İslam coğrafyasının birçok bölgesinde yaşanan felaketler sebebiyle, Kurban Bayramı bu yıl da tüm dünyada Müslümanlar tarafından sevinç ve hüzünle karışık duygularla karşılandı.

İsrail ordusu yaklaşık dokuz aydır havadan, karadan ve denizden gerçekleştirdiği saldırılarla Gazze Şeridi’nde katliam üstüne katliam yapmaya devam ediyor.

Açlık tehlikesinin yeniden baş gösterdiği Gazze Şeridi’nde, şehit sayısı 40 bine ve yaralı sayısı 100 bine yaklaştı.

Yoğun saldırılar sebebiyle evlerini terk ederek daha güvenli olduğunu düşündükleri bölgelere sığınan iki milyon civarında insan, üzerlerine her an bomba yağma korkusuyla yaşadıkları derme çatma çadırlarda bayram sevincini ne kadar yaşayabilir ki?!

İşgalciler tarafından şehit edilen yakınlarını ve coşkuyla idrak ettikleri önceki bayramları hatırlamak, Gazzelileri ayrıca hüzünlendirdi.

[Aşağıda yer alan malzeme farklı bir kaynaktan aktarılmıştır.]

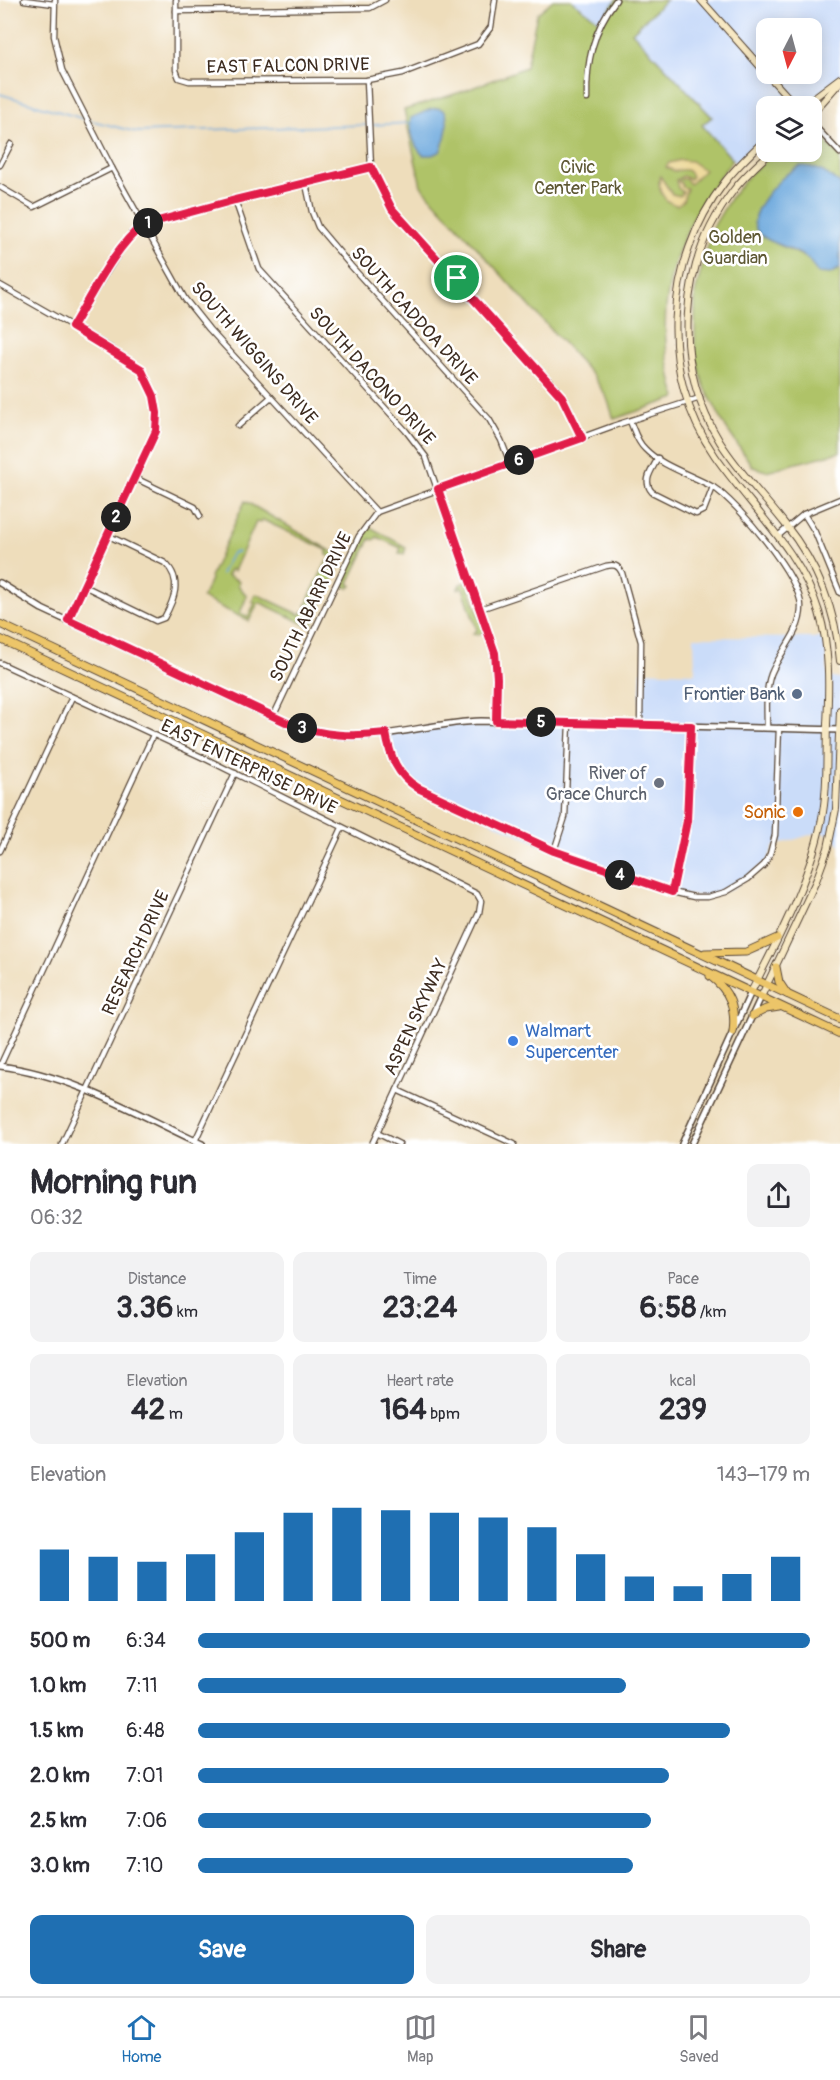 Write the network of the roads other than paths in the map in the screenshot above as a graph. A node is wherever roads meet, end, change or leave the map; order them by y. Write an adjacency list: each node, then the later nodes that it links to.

Gazze Şeridi’nde bu bayram arifesinde, savaş öncesi bayramlarda olduğu gibi kurbanlık seçimi telaşı ve bayram alışverişi hareketliliği yoktu.

Buna rağmen Gazzeliler, arife gününün heyecanını ve bayram havasını az da olsa hissedebilmek için dualar ettiler, tekbirler getirdiler.

Yerinden edilenlerin sığındığı barınma merkezleri olarak kullanılan okullarda, berberler çocukları tıraş ettiler.

İzzeddin El-Kassam Tugayları sözcüsü Ebu Ubeyde, hacı adaylarına seslenerek mübarek mekânlarda ve günlerde hac ibadetini eda ederken yaptıkları dualarda, Gazze Şeridi sakinlerini ve mücahitleri unutmamalarını istedi.

Ebu Ubeyde söylemese de bayramda ve öncesinde yapılan dualarda, bayram ziyaretlerinin ayrılmaz bir parçası olan güncel sohbetlerde Gazze hep var.

Filistinliler, asla yalnız ve unutulmuş değiller.

Yardım kuruluşları, çok zor koşullarda da olsa Gazze Şeridi’nde kurban kesmek ve etlerini dağıtmak için günler öncesinden hazırlıklarını tamamlamıştı.

Bunun yanında, kurbanların dışarıda kesildikten sonra etlerinin kavurma haline getirilip paketlenerek Gazze Şeridi sakinlerine ulaştırılması için de organizasyonlar yapıldı.

İslam ümmetinin kanayan bir başka yarası da Gazzelilerden daha kötü durumda olan ancak kimsenin duymadığı ve görmediği Müslümanlar.

Sudan’daki iç savaşın kurbanları onlardan biri.

Sudan Ordusu ve isyancı Hızlı Destek Kuvvetleri (HDK) arasında yaşanan çatışmalarda, bugüne kadar 16 binden fazla insan hayatını kaybetti ve yaklaşık 9 milyon insan ülke içinde ve dışında başka bölgelere göç etmek zorunda kaldı.

Muhammed Hamdan Dagalu’ya bağlı milis güçlerinin gerçekleştirdiği korkunç katliamlara ve tecavüzlere, dünya kamuoyu kör ve sağır.

Geçmişte yüz binlerce mülteciye ve Hamas liderlerine cömertçe ev sahipliği yapan Sudan’da, iç savaş sebebiyle 30 milyon insan açlık çekiyor.

Dünya Sudan’da yaşanan vahşete gözünü ve kulağını kapatsa da Müslümanlar oradaki kardeşlerini de unutmamalılar.

Gazze Şeridi ve Sudan’dan başka Suriye, Arakan, Doğu Türkistan gibi birçok bölgede daha canımız yanıyor.

Müslümanların canları ve kanları eşit olduğu için birinin hatırına diğerini görmezden gelme ve yok sayma lüksümüz yok.

Söz konusu yaralarımızın hepsi de - ne yazık ki - İslam ümmetinin perişan ve parçalanmış hâlinin yansımalarından başka bir şey değil.

***

Kurban Bayramı’nızı kutlar, ailelerinizle birlikte sağlıklı ve mutlu nice bayramlara kavuşmanızı dilerim.